▸ **Required work**:
The data beneath this task is to be duplicated exactly, in its entirety.

+++ Information supplied +++

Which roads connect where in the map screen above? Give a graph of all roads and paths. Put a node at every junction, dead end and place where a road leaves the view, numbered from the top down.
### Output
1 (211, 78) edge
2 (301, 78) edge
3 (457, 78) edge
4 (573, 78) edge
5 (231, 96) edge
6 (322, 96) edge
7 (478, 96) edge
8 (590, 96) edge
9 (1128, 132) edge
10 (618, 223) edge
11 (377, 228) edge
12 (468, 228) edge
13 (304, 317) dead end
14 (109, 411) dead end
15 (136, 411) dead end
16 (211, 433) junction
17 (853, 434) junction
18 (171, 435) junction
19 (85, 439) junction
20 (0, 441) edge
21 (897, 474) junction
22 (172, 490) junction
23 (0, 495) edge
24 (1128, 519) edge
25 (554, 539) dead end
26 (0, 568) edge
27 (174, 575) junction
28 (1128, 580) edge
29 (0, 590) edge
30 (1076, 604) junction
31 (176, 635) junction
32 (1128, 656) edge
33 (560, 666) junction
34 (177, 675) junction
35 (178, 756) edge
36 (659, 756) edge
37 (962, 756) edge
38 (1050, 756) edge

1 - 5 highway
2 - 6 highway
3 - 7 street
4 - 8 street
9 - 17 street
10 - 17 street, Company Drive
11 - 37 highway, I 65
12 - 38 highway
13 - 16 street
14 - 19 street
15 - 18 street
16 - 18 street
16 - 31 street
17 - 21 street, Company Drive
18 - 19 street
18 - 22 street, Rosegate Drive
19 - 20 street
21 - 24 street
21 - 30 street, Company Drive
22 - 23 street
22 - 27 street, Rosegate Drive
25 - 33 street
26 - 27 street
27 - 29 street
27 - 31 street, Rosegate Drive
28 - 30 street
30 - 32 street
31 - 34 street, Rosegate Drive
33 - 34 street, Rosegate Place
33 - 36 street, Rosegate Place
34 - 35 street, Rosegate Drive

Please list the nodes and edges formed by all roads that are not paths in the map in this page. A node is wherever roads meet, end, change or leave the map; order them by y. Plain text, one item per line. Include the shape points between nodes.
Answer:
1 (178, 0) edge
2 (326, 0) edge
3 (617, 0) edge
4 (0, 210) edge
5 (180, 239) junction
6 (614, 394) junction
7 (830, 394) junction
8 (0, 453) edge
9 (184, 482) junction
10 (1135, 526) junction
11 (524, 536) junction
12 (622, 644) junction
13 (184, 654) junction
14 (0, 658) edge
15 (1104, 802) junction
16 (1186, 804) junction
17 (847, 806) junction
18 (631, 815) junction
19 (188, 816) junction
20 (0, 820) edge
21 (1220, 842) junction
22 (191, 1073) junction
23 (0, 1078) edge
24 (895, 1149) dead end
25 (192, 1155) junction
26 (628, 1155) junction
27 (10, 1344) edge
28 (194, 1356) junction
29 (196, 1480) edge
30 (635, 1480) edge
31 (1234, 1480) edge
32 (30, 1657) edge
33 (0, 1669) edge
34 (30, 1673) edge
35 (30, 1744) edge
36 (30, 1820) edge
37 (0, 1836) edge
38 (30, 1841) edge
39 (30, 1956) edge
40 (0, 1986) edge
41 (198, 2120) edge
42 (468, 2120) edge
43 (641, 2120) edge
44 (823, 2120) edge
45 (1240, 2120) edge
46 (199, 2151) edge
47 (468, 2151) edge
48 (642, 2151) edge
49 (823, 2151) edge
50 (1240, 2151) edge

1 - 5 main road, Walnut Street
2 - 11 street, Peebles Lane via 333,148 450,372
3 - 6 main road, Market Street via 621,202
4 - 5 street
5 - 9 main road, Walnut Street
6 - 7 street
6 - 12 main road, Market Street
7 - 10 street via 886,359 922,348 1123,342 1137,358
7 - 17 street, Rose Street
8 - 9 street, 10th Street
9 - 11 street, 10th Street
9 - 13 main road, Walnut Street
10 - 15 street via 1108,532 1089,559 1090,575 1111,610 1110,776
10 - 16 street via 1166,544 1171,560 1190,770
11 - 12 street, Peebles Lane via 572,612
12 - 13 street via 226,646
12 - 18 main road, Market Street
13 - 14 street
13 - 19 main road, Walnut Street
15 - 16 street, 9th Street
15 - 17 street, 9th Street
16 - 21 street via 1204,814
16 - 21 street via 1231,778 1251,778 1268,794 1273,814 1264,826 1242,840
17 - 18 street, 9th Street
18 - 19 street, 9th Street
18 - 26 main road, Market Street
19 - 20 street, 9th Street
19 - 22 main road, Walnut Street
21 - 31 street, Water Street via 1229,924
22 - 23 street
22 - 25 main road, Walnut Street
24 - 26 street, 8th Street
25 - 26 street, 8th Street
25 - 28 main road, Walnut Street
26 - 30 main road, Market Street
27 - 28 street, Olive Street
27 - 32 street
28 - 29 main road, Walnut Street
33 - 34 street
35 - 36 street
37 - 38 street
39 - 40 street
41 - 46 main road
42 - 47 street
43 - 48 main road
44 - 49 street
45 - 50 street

+++

▸ **Reply to the task**:
Which roads connect where in the map screen above? Give a graph of all roads and paths. Put a node at every junction, dead end and place where a road leaves the view, numbered from the top down.
### Output
1 (211, 78) edge
2 (301, 78) edge
3 (457, 78) edge
4 (573, 78) edge
5 (231, 96) edge
6 (322, 96) edge
7 (478, 96) edge
8 (590, 96) edge
9 (1128, 132) edge
10 (618, 223) edge
11 (377, 228) edge
12 (468, 228) edge
13 (304, 317) dead end
14 (109, 411) dead end
15 (136, 411) dead end
16 (211, 433) junction
17 (853, 434) junction
18 (171, 435) junction
19 (85, 439) junction
20 (0, 441) edge
21 (897, 474) junction
22 (172, 490) junction
23 (0, 495) edge
24 (1128, 519) edge
25 (554, 539) dead end
26 (0, 568) edge
27 (174, 575) junction
28 (1128, 580) edge
29 (0, 590) edge
30 (1076, 604) junction
31 (176, 635) junction
32 (1128, 656) edge
33 (560, 666) junction
34 (177, 675) junction
35 (178, 756) edge
36 (659, 756) edge
37 (962, 756) edge
38 (1050, 756) edge

1 - 5 highway
2 - 6 highway
3 - 7 street
4 - 8 street
9 - 17 street
10 - 17 street, Company Drive
11 - 37 highway, I 65
12 - 38 highway
13 - 16 street
14 - 19 street
15 - 18 street
16 - 18 street
16 - 31 street
17 - 21 street, Company Drive
18 - 19 street
18 - 22 street, Rosegate Drive
19 - 20 street
21 - 24 street
21 - 30 street, Company Drive
22 - 23 street
22 - 27 street, Rosegate Drive
25 - 33 street
26 - 27 street
27 - 29 street
27 - 31 street, Rosegate Drive
28 - 30 street
30 - 32 street
31 - 34 street, Rosegate Drive
33 - 34 street, Rosegate Place
33 - 36 street, Rosegate Place
34 - 35 street, Rosegate Drive

Please list the nodes and edges formed by all roads that are not paths in the map in this page. A node is wherever roads meet, end, change or leave the map; order them by y. Plain text, one item per line. Include the shape points between nodes.
Answer:
1 (178, 0) edge
2 (326, 0) edge
3 (617, 0) edge
4 (0, 210) edge
5 (180, 239) junction
6 (614, 394) junction
7 (830, 394) junction
8 (0, 453) edge
9 (184, 482) junction
10 (1135, 526) junction
11 (524, 536) junction
12 (622, 644) junction
13 (184, 654) junction
14 (0, 658) edge
15 (1104, 802) junction
16 (1186, 804) junction
17 (847, 806) junction
18 (631, 815) junction
19 (188, 816) junction
20 (0, 820) edge
21 (1220, 842) junction
22 (191, 1073) junction
23 (0, 1078) edge
24 (895, 1149) dead end
25 (192, 1155) junction
26 (628, 1155) junction
27 (10, 1344) edge
28 (194, 1356) junction
29 (196, 1480) edge
30 (635, 1480) edge
31 (1234, 1480) edge
32 (30, 1657) edge
33 (0, 1669) edge
34 (30, 1673) edge
35 (30, 1744) edge
36 (30, 1820) edge
37 (0, 1836) edge
38 (30, 1841) edge
39 (30, 1956) edge
40 (0, 1986) edge
41 (198, 2120) edge
42 (468, 2120) edge
43 (641, 2120) edge
44 (823, 2120) edge
45 (1240, 2120) edge
46 (199, 2151) edge
47 (468, 2151) edge
48 (642, 2151) edge
49 (823, 2151) edge
50 (1240, 2151) edge

1 - 5 main road, Walnut Street
2 - 11 street, Peebles Lane via 333,148 450,372
3 - 6 main road, Market Street via 621,202
4 - 5 street
5 - 9 main road, Walnut Street
6 - 7 street
6 - 12 main road, Market Street
7 - 10 street via 886,359 922,348 1123,342 1137,358
7 - 17 street, Rose Street
8 - 9 street, 10th Street
9 - 11 street, 10th Street
9 - 13 main road, Walnut Street
10 - 15 street via 1108,532 1089,559 1090,575 1111,610 1110,776
10 - 16 street via 1166,544 1171,560 1190,770
11 - 12 street, Peebles Lane via 572,612
12 - 13 street via 226,646
12 - 18 main road, Market Street
13 - 14 street
13 - 19 main road, Walnut Street
15 - 16 street, 9th Street
15 - 17 street, 9th Street
16 - 21 street via 1204,814
16 - 21 street via 1231,778 1251,778 1268,794 1273,814 1264,826 1242,840
17 - 18 street, 9th Street
18 - 19 street, 9th Street
18 - 26 main road, Market Street
19 - 20 street, 9th Street
19 - 22 main road, Walnut Street
21 - 31 street, Water Street via 1229,924
22 - 23 street
22 - 25 main road, Walnut Street
24 - 26 street, 8th Street
25 - 26 street, 8th Street
25 - 28 main road, Walnut Street
26 - 30 main road, Market Street
27 - 28 street, Olive Street
27 - 32 street
28 - 29 main road, Walnut Street
33 - 34 street
35 - 36 street
37 - 38 street
39 - 40 street
41 - 46 main road
42 - 47 street
43 - 48 main road
44 - 49 street
45 - 50 street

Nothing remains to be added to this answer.